Cellular death ensues an increase in p-JNK, as it enhances the caspase activity (Borsello and Forloni, 2007; Perrin et al., 2009), so we looked for the real-time status of cellular death by using acridine orange (AO) live staining in eye discs. The eye disc of GMR-GAL4:UAS-127Q showed a drastic elevation in the AO puncta (Figure 6h) compared to Oregon-R⁺ (Figure 6g), suggesting a significant increase in the number of apoptotic cells in the eye disc, which again confirms that elevated JNK expression leads to increased apoptosis. However, the level reduced significantly in hsc70-4 downregulated condition almost to near normal (Figure 6i), which speculates a considerable rescue in the cellular apoptosis because of the back to the near-normal restoration of the p-JNK level after downregulation of hsc70-4 in polyQ condition.

Since the above studies were done using transgenic Drosophila having 127 glutamate residues to simulate the polyglutamine-associated disease condition like Huntington’s disease, so we validated it further by expressing mutant exon I of the huntingtin gene having 93 CAG repeats (UAS-httex1PQ93) in the eye discs of Drosophila in GMR-specified manner. As wild-type flies show normal eye pigmentation with a proper ommatidial arrangement (in Supplementary information 8A), these flies show age-wise progressive eye degeneration showing the loss of eye pigmentation along with the disrupted ommatidial arrangement (in Supplementary information 8B). The adults show almost complete loss of phototaxis response after the 10th day (Mallik and Lakhotia, 2009). Downregulating hsc70-4 in GMR-GAL4:UAS-httex1PQ93 background (in Supplementary information 8C) showed almost complete rescue in the loss of pigmentation and more compact arrangement of ommatidia. On the contrary, overexpressing the hsc70-4 in GMR-GAL4:UAS-httex1PQ93 background (in Supplementary information 8D) has an almost detrimental effect on the degenerated eye phenotype with higher pigmentation loss and more disrupted ommatidial arrangement.

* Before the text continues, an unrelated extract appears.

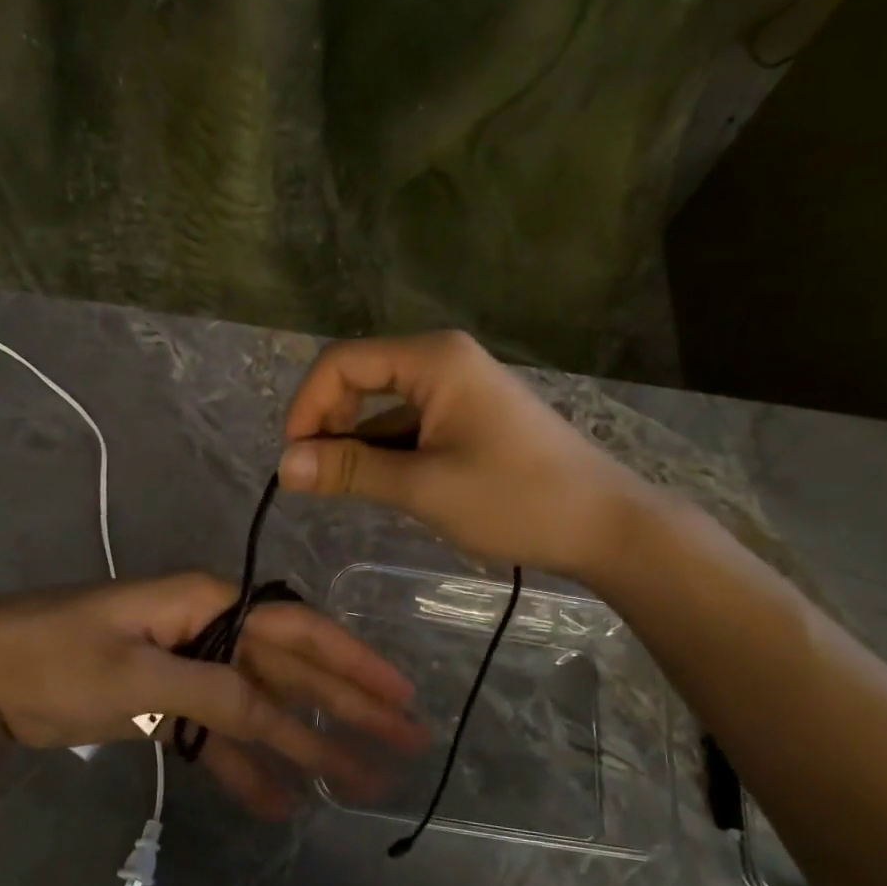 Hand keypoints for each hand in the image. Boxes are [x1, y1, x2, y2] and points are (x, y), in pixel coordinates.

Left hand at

These observations were further confirmed by the phototaxis assay performed on the 10-day-old flies (in Supplementary information 9). The population of GMR-GAL4:UAS-httex1PQ93 flies showed more than a 50% reduction in the phototaxis response, and overexpressing hsc70-4 did not show any significant changes. But approximately 70% of GMR-GAL4:UAS-httex1PQ93 > UAS-Hsc70-4RNAi flies were found to show a positive phototaxis response, which validates the rescue in the eye phenotype. Thus, mutant huntingtin flies validate the rescue effect of the hsc70-4 downregulation on the diseased eye phenotype.